* Task instructions
Begin at the line containing "thumb ip: (198, 148)" in the entries below and end at the line containing "pinky tip: (133, 166)"; transcribe that range exactly and nothing outside it.

* Provided data

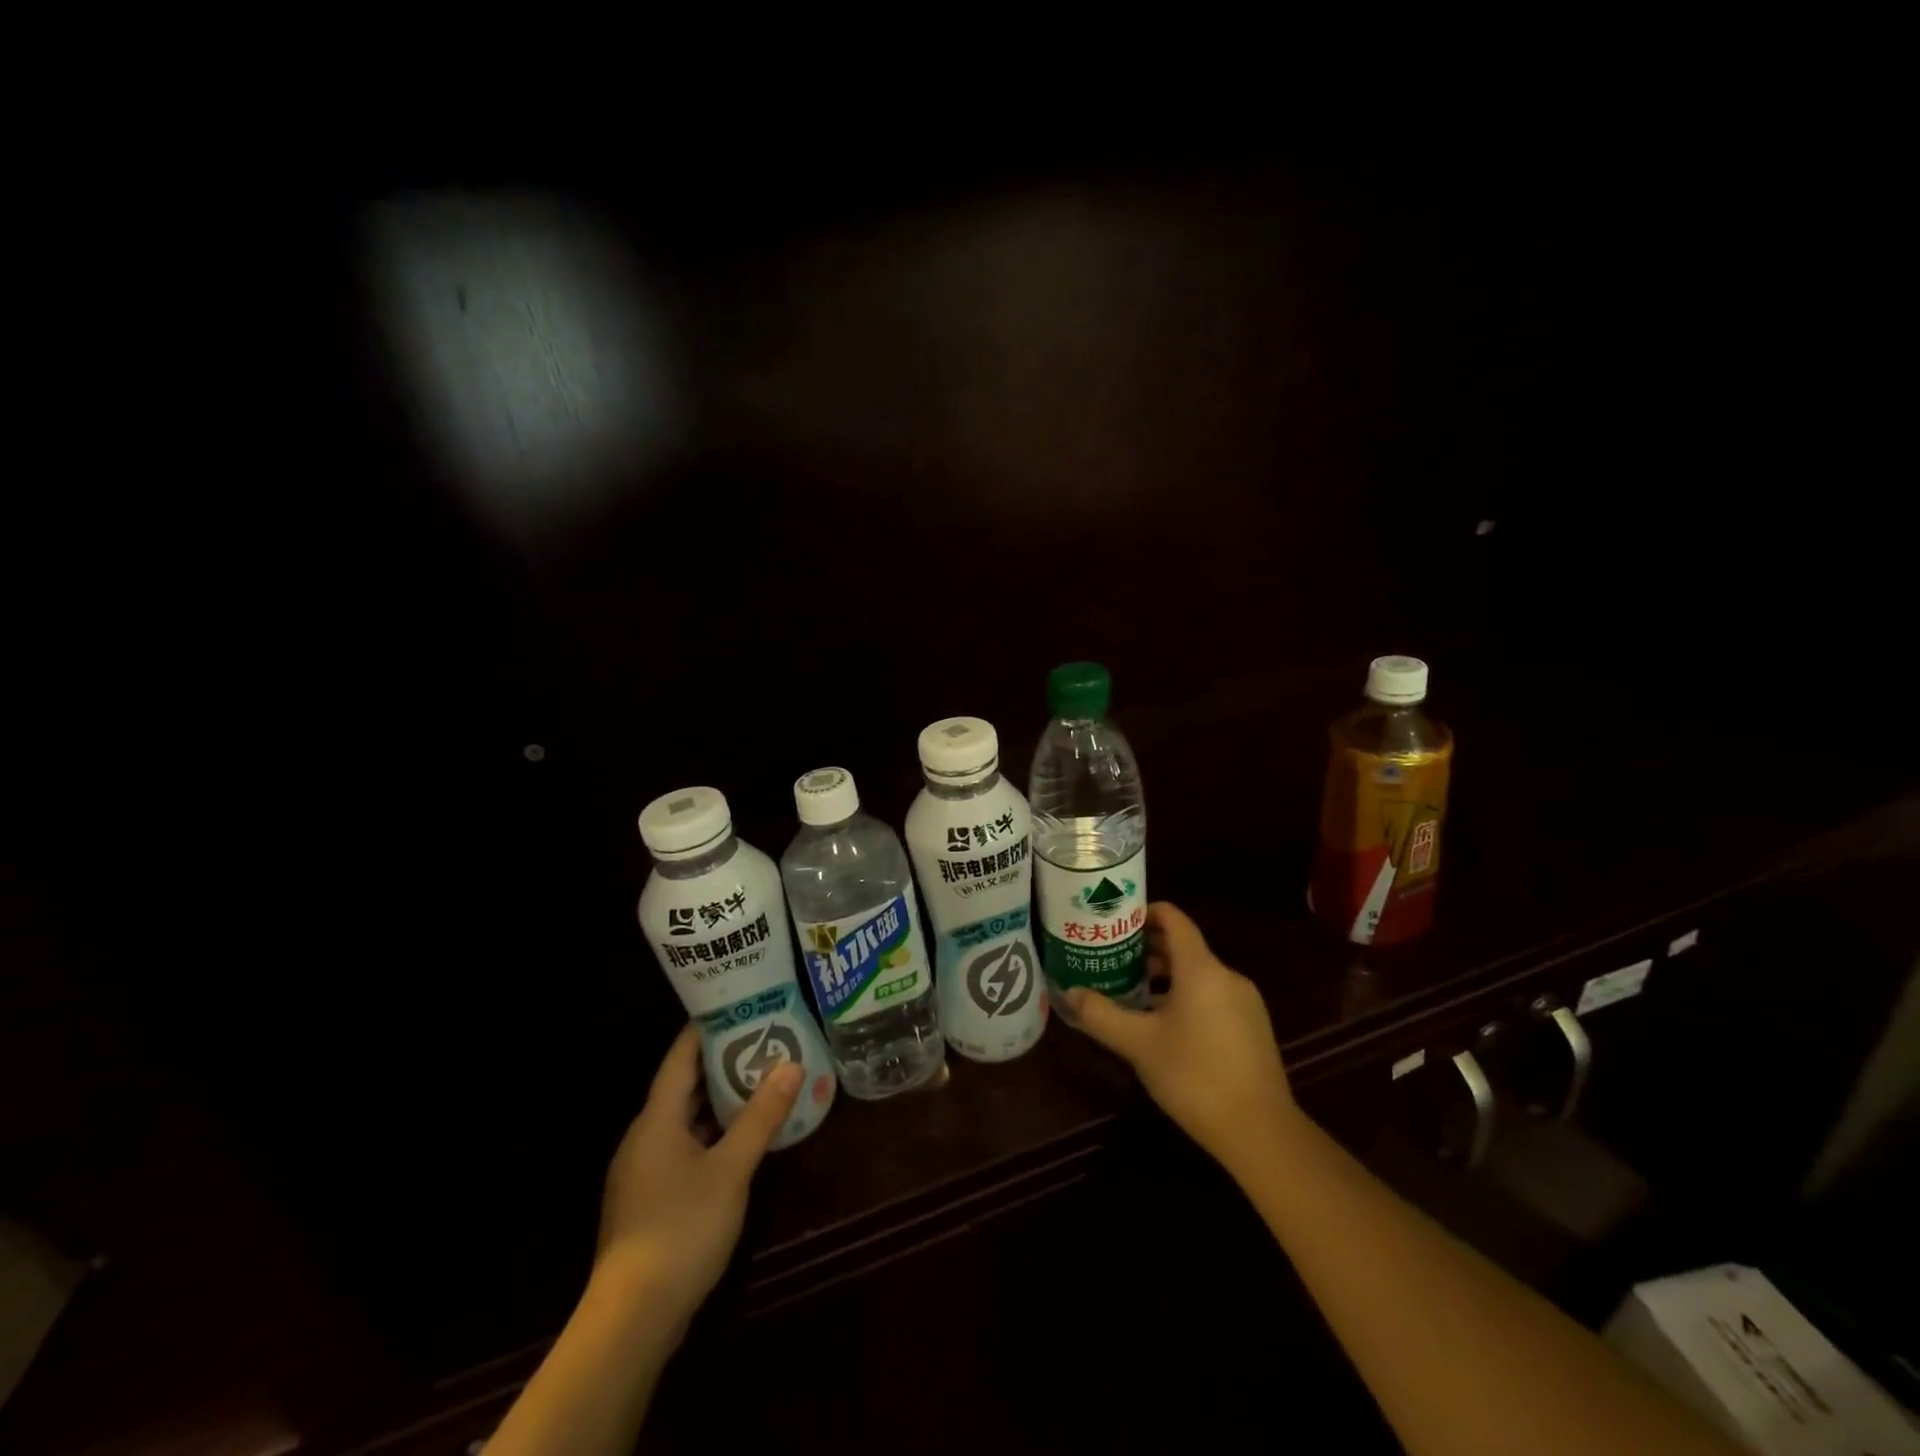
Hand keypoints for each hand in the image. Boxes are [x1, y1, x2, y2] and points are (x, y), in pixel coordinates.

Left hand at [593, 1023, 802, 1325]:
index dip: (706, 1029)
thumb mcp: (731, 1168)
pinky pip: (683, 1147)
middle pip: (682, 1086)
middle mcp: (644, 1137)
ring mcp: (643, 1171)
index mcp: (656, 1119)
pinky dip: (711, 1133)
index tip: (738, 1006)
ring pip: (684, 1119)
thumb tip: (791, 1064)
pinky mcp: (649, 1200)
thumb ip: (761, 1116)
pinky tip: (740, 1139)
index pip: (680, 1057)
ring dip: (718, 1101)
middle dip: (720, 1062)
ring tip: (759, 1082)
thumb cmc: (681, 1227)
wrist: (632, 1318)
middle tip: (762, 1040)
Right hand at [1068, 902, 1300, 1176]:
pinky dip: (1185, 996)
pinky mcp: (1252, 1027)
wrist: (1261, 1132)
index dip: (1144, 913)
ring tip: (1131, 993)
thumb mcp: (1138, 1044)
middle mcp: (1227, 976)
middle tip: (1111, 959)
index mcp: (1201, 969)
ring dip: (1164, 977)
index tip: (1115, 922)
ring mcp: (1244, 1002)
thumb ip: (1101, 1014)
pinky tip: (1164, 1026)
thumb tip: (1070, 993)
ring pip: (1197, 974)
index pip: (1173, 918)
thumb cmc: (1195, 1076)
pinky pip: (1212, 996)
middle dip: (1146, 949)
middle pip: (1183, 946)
--
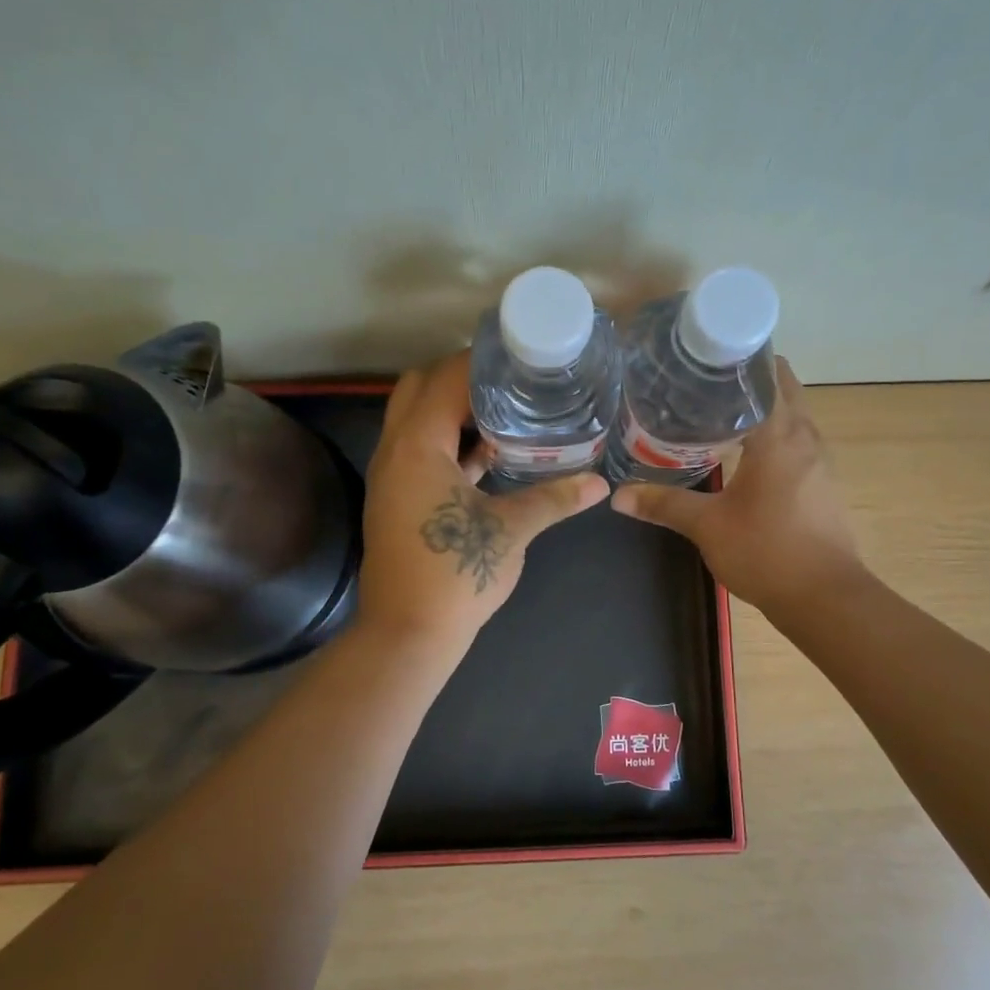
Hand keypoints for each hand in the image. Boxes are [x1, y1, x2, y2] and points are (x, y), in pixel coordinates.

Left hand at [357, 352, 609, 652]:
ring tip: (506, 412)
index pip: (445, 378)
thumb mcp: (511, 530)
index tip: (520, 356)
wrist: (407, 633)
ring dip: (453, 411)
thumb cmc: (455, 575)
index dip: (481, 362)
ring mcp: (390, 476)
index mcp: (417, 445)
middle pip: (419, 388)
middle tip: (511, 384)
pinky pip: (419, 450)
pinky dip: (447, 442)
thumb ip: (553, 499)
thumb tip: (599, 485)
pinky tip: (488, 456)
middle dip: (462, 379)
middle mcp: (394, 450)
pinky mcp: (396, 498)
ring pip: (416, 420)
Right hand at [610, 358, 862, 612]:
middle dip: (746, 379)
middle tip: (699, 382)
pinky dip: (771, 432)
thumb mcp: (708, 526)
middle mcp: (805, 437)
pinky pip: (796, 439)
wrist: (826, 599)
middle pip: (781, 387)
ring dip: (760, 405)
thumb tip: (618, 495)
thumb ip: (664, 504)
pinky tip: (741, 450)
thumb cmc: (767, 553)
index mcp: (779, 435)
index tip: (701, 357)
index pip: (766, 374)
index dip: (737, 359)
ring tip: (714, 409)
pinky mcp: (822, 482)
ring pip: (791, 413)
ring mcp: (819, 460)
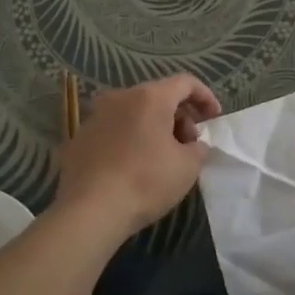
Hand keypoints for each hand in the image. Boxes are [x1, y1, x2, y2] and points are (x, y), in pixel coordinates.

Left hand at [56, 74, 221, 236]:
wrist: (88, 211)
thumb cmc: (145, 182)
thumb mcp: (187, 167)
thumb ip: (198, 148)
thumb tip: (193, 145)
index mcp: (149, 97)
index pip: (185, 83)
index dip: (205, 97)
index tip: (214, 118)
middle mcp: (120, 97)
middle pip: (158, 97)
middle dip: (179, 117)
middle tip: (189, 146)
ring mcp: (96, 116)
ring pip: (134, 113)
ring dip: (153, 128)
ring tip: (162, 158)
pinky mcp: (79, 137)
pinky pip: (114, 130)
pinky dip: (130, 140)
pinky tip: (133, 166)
...
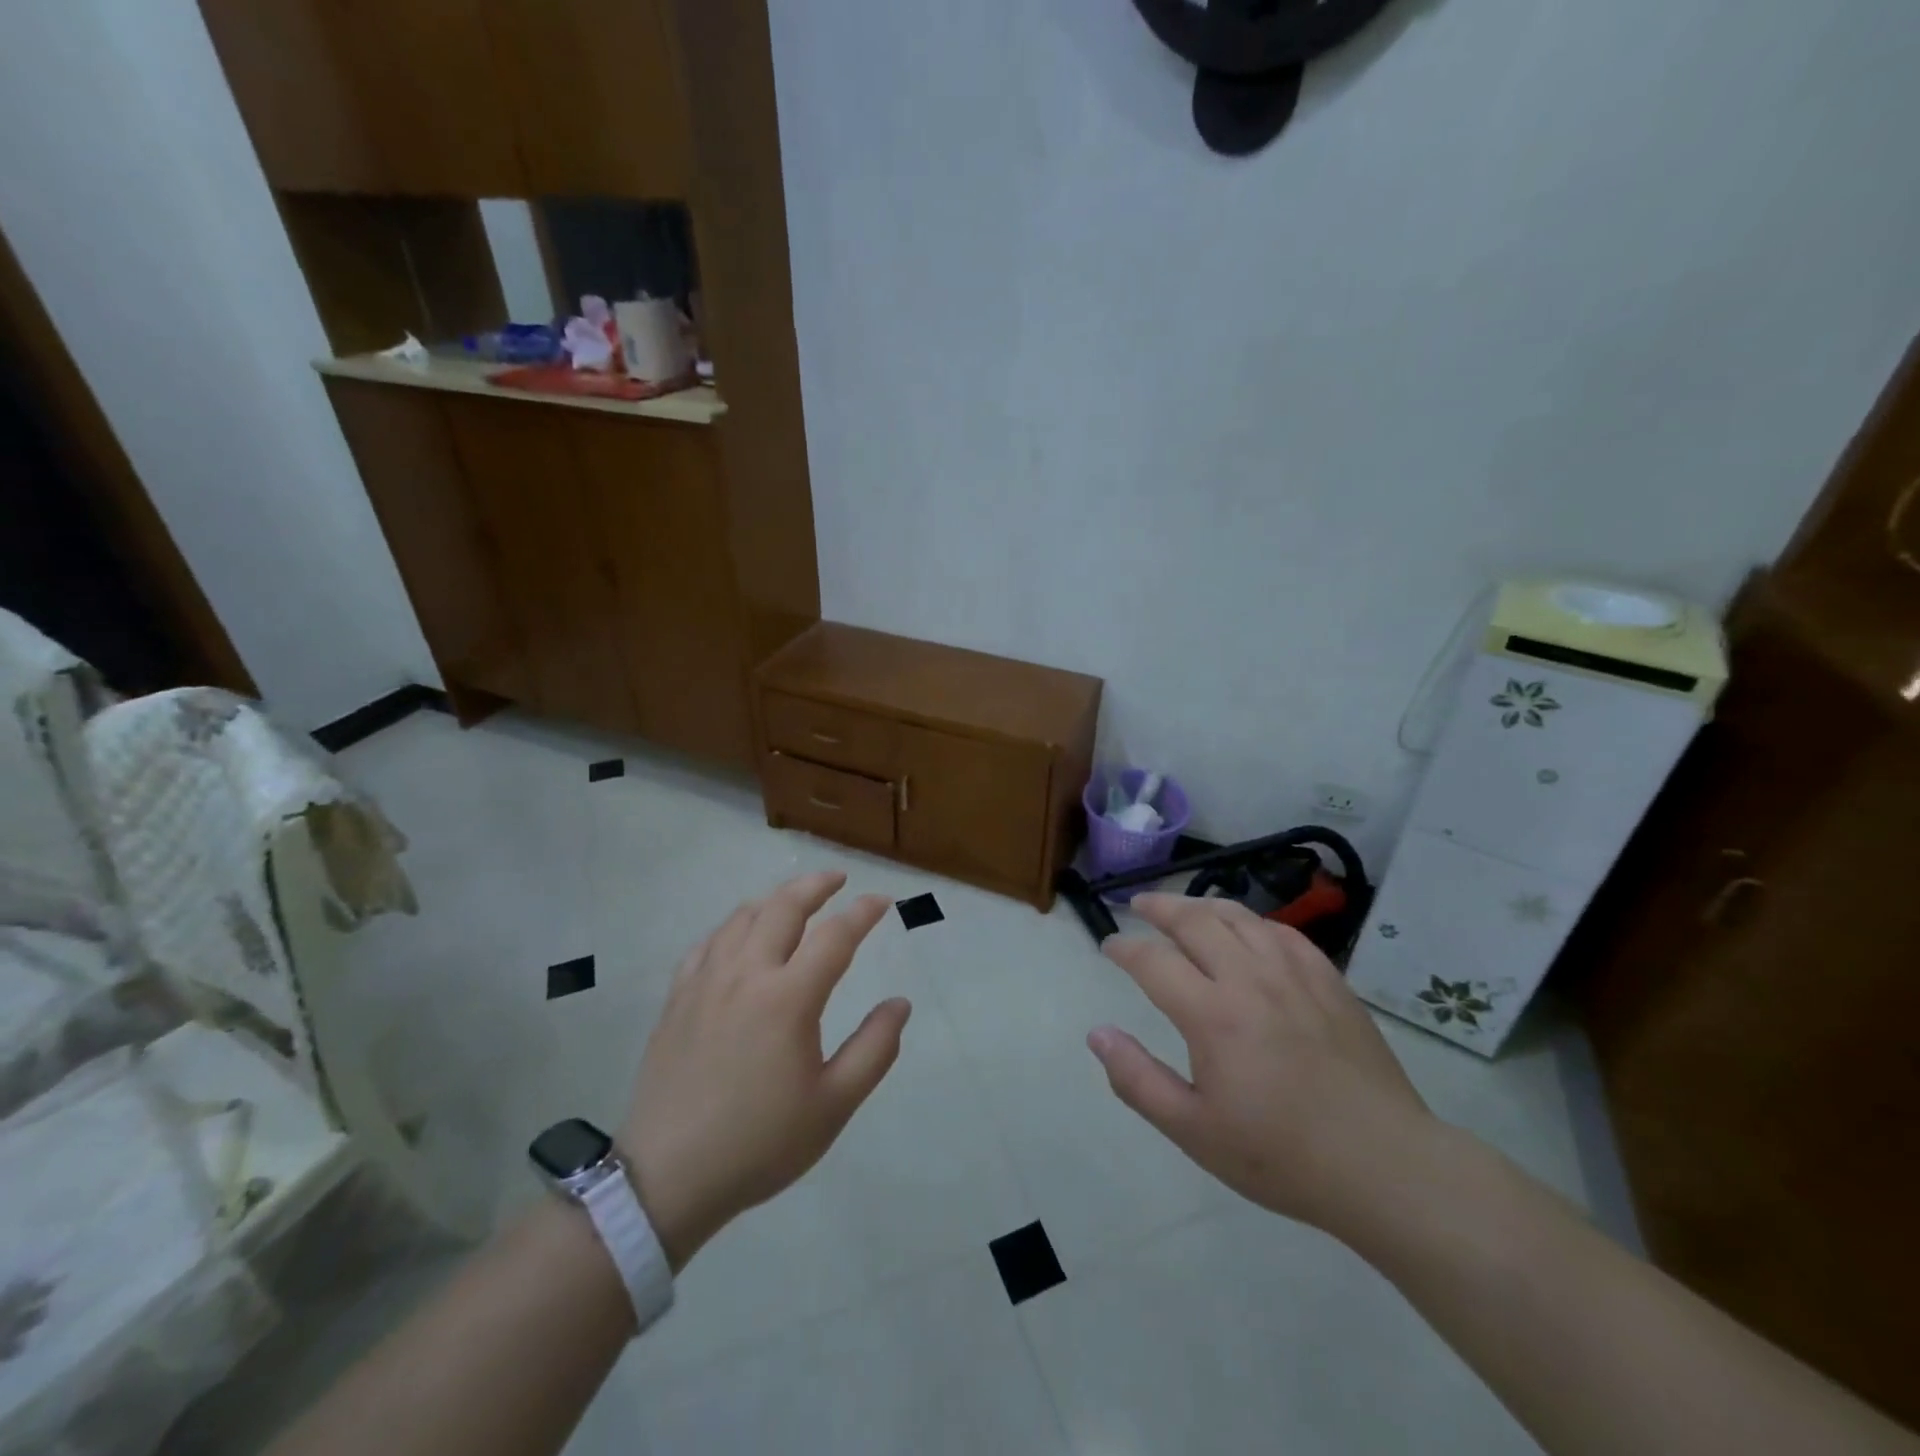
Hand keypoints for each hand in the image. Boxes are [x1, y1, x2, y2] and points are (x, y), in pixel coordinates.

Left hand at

* Solved problem
thumb ip: (198, 148)
thumb tip: (193, 145)
index mcp: (149, 97)
index pip: (185, 83)
index dip: (205, 97)
index tip: (214, 118)
middle mcp: (120, 97)
middle pip: (158, 97)
middle dip: (179, 117)
middle tip: (189, 146)
ring mcp: (96, 116)
ring pip: (134, 113)
ring dip: (153, 128)
ring tip: (162, 158)
pinky mcp: (79, 137)
pinky pip: (114, 130)
pinky dip: (130, 140)
pinky tip: (133, 166)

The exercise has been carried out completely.